Its All About the Food: Apples

  | Food For Thought, Nutrition

I am always grateful when the first apples of the season are ripe and ready to enjoy. Every year by late summer, I am anxiously waiting for the new apple crop to be harvested. In spite of the all the other fruit choices available during the summer season, I feel a void in my diet without a crisp delicious apple—nothing hits the spot like a tart early local apple! I eat one every day when they are available. Some of my favorite early varieties are Paula Red, Ginger Gold, Zestar, and Sansa. And of course the choices don’t stop with those—there will be many more to choose from, along with all of the heirloom apples that have such unusual and fabulous names.

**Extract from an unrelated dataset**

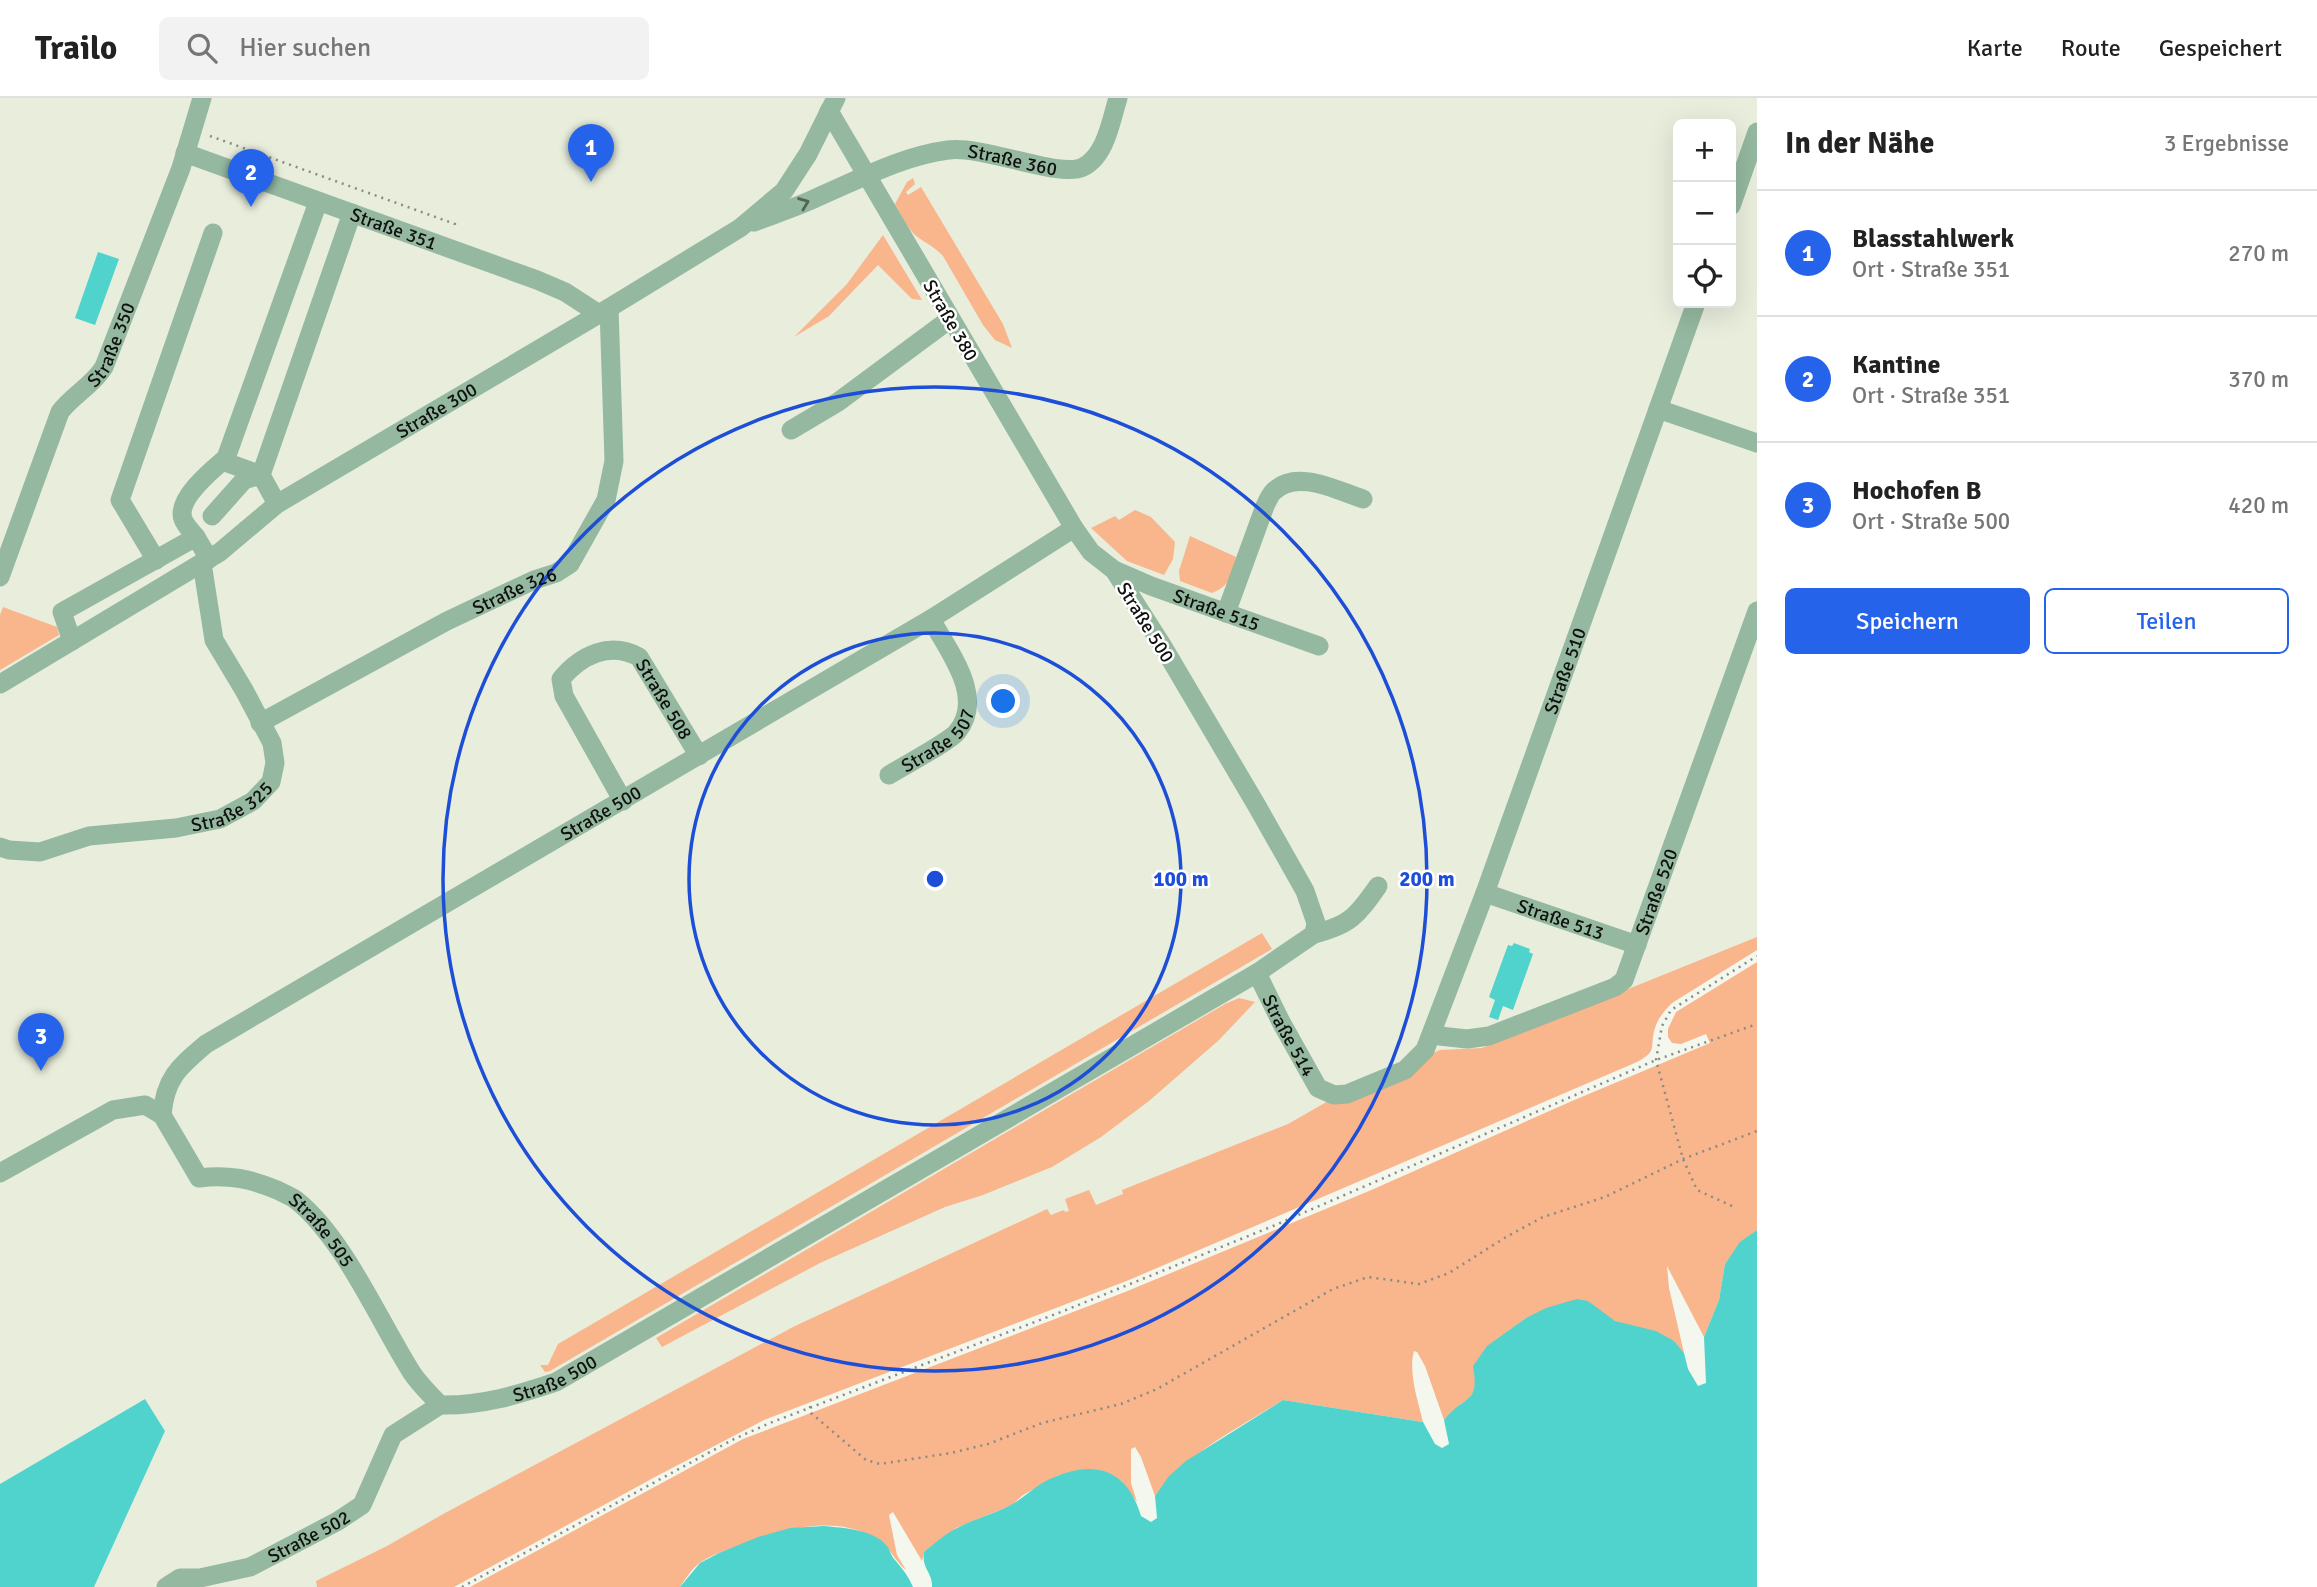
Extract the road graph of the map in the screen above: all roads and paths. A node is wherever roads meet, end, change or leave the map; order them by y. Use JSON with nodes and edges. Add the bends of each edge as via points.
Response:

The apple is a member of the rose family, Malus domestica. The original apple tree was reported to have been grown in the mountains of Kazakhstan in Eastern Europe. Apples traveled to the rest of Europe and Asia via the many travelers who passed through the region. Over the last hundreds of years, thousands of hybrids and cultivars of apples have been developed through various mechanisms, including the grafting of trees or the simple planting of seeds. The apple came to this country via the early colonists and the Pilgrims in the early 1600s. Most of the apple trees that were brought from Europe did not survive the hard New England winters so the early colonists planted seeds from the fruits that they had brought with them and many new varieties were introduced in this country and spread along Native American-traded routes. It has been said that a seed of one variety, when planted, will often bear something different. John Chapman, also known as “Johnny Appleseed,” was a key person involved in spreading apple seeds all across the country. Today it has been estimated that there are between seven and eight thousand different varieties of apples. Most of the apples grown in the world are from China but the U.S comes in second, followed by Italy and France. Apples have been growing in Vermont since the 1700s. Most of the early orchards were along Lake Champlain and then spread to other parts of Vermont. Today the area around Brattleboro has several large orchards as well as many small ones, so we have an abundance of apples to choose from, both traditional and heirloom varieties. Vermont is home to the McIntosh apple, which makes up almost 70% of all apples grown here, because the tree is well suited for Vermont’s long cold winters. One large local orchard, Scott Farm, has about 90 varieties of heirloom apples, thanks to the dedication of orchardist Ezekiel Goodband, who researched and brought back to life many antique and long-forgotten apples from Vermont and all over the world.

This popular fruit has many nutritional attributes. First and foremost there is a lot of evidence showing that the plant compounds in apples can help regulate blood sugar levels in a variety of ways, including the slowing down of carbohydrate absorption, lowering the rate of glucose absorption, and stimulating the pancreas to release more insulin, which in turn rids the blood of glucose. Apples have also been shown to have cardiovascular benefits due to their impact on elevated blood-fat levels. Apples provide a significant source of fiber. Studies show that people who consume apples right before a meal have a decreased caloric intake. Promising research also shows that apples are protective against the incidence of cancer—lung cancer specifically. Regular intake of apples has been shown to reduce the risk of asthma, too. Keep in mind all these attributes are only based on eating the whole apple, not applesauce or apple juice. Most of the special plant compounds—the polyphenols—are found right underneath and on the skin, so intake of the whole apple is crucial. Buy organic or low-spray apples, or apples that are grown using integrated pest management whenever possible to limit pesticide residues, since apples are listed in the “Dirty Dozen” list compiled by the Environmental Working Group.
Your choice of apple depends on your own personal taste, but by all means try the vast varieties out there, especially when they are available freshly picked (or pick-your-own). I judge an apple by its tartness, taste, and crunchiness, so if an apple is soft, it’s best for cooking, not eating out of hand. Some of my favorite cooking apples are Empire and Cortland, but there are several delicious heirloom varieties—it’s so hard to choose. I love the names of the heirlooms since they refer back to where and when they came from. Some of the most evocative are: Esopus Spitzenburg, Ashmead’s Kernel, Sheep’s Nose, Maiden Blush, Cox’s Orange Pippin, Grimes Golden, and the very small Pitmaston Pineapple.

To keep them as crisp and fresh as possible, store apples in the refrigerator.